True Romance (1993)
7/10
Crazy Meets Crazy and Falls in Love
13 October 2020
Quentin Tarantino had a certain flare and unmistakable voice as a writer right from the very beginning. 'True Romance' makes that very clear.

In this early work of Tarantino, he treats viewers to an avalanche of action and escalating stakes: A kung fu movie buff who works at a comic store (vaguely reminiscent of who Tarantino saw himself to be in his younger days) meets a call girl, falls in love, confronts her pimp, and ultimately flees to California with his new lover and a half million dollars worth of cocaine in a briefcase.

The couple are a perfect pairing because they can match each other's crazy. They appear to genuinely fall for each other and support each other's wild choices.
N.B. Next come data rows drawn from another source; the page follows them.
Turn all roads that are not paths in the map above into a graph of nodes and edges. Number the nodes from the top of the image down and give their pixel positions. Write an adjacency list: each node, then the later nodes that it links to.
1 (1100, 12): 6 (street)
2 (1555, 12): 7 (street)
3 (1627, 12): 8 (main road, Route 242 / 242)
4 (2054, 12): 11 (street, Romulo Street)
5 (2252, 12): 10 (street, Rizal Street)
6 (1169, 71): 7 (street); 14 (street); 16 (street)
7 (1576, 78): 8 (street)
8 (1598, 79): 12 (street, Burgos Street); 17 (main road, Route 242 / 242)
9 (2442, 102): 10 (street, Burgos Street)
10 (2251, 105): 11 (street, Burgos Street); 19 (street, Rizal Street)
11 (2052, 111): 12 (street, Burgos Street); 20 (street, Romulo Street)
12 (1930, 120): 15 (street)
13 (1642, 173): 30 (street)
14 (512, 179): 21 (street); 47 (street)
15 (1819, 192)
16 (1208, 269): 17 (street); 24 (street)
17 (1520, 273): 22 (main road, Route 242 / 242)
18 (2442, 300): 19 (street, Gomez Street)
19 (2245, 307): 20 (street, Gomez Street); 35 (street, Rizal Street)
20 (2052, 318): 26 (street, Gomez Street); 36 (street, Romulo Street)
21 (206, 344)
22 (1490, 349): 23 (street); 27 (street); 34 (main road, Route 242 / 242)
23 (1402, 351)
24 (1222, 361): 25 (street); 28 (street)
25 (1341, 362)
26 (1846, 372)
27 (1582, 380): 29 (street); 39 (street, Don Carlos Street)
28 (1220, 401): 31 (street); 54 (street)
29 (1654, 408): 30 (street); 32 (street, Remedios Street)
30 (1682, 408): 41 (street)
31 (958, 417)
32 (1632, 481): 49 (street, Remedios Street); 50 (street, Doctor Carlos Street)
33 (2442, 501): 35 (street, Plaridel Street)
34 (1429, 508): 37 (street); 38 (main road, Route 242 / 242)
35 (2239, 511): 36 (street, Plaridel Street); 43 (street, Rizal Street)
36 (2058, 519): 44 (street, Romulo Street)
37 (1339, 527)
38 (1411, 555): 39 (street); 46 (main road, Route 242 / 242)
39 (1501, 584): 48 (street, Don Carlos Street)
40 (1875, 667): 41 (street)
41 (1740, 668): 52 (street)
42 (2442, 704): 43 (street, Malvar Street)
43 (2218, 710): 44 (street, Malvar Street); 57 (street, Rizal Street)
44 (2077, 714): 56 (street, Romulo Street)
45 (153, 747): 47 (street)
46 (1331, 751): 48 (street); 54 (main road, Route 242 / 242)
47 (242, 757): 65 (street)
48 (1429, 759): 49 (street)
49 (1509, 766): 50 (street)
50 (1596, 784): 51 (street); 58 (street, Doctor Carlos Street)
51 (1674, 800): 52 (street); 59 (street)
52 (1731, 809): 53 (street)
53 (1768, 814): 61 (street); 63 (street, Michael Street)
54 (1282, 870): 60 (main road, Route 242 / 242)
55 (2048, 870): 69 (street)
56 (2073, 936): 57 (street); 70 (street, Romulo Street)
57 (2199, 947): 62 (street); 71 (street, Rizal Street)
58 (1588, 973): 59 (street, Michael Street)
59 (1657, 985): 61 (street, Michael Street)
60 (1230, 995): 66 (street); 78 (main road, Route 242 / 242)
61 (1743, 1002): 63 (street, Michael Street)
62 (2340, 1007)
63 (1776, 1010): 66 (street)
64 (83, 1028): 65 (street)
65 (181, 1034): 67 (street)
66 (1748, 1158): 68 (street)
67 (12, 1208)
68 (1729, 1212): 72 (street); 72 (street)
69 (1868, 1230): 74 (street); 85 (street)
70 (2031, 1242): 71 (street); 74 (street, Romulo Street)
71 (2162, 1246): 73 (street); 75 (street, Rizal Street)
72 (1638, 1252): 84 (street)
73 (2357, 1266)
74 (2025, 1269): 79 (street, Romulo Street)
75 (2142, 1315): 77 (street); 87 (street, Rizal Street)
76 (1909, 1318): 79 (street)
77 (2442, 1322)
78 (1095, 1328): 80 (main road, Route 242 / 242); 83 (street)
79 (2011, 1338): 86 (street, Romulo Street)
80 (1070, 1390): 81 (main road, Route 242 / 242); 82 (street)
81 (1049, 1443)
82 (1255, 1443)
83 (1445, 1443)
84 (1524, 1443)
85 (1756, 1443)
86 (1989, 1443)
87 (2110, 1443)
Actually, they seem to be turned on by each other's craziness. With a tiny excusal of their warped perception of reality, it becomes easy enough to like these two. If liking them is asking too much, at the very least viewers will be interested in what happens to them.

Of course, that is not to say these are good people. Their behavior is questionable at best. But, moral judgment isn't really the point of this movie. It's an elaborate and entertaining story told with witty dialogue and explosive violence.

In other words, it's a Tarantino movie.

One more thing: the music. Director Tony Scott opted for a score rather than the classic soundtracks Tarantino routinely assembles in his later movies. It turns out the score was the perfect choice. The delightful melody provides dashes of much needed levity in the midst of the carnage.